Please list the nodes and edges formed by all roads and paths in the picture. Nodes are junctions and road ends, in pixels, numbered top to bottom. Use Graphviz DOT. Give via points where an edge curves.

---

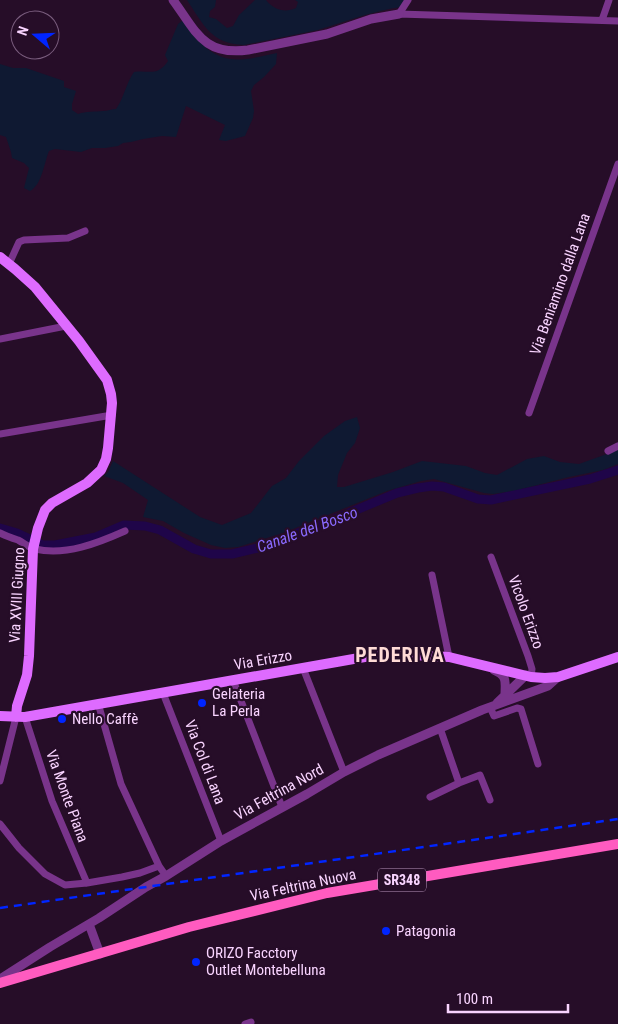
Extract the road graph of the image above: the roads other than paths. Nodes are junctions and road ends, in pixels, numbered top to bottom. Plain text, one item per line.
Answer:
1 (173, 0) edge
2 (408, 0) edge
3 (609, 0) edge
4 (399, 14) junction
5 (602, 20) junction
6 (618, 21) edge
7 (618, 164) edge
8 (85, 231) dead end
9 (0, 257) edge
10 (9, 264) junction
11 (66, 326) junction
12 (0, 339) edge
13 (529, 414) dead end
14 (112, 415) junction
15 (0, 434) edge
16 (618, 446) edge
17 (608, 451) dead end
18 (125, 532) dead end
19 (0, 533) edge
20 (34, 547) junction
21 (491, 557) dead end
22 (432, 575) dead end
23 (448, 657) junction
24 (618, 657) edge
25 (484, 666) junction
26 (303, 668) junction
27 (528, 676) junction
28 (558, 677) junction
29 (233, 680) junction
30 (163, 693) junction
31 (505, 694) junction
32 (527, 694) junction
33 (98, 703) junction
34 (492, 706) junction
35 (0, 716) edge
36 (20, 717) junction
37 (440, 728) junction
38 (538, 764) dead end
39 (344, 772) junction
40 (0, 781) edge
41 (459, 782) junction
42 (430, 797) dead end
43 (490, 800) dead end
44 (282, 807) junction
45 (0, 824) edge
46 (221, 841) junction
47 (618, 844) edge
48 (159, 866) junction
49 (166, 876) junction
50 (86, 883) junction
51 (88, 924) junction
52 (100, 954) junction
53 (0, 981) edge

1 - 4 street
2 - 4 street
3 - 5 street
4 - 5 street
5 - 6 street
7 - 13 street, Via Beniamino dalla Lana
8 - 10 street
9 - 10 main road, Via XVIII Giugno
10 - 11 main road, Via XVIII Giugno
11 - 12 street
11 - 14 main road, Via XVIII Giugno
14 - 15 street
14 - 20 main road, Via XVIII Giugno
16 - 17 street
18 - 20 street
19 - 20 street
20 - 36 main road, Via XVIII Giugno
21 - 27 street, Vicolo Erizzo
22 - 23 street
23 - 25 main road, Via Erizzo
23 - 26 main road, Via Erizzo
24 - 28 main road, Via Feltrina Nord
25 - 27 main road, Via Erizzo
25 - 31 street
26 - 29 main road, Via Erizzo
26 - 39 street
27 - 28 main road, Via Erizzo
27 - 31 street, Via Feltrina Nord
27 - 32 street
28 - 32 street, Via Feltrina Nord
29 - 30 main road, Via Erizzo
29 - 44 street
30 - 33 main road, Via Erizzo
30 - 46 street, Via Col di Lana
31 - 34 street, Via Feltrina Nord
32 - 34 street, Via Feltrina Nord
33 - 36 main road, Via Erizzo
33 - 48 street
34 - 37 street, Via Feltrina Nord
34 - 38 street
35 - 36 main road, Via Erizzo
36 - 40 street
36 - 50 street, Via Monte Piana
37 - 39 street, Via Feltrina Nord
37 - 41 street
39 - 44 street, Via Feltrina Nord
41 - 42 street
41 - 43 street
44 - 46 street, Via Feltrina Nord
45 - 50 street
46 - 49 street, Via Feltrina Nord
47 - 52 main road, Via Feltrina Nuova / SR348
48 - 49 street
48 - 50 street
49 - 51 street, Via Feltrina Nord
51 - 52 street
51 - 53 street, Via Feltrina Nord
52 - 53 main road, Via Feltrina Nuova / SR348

**About this exercise**
Working down the entries above, count each line in which "bottom" occurs, and state only the resulting number.

**Output of the task**
2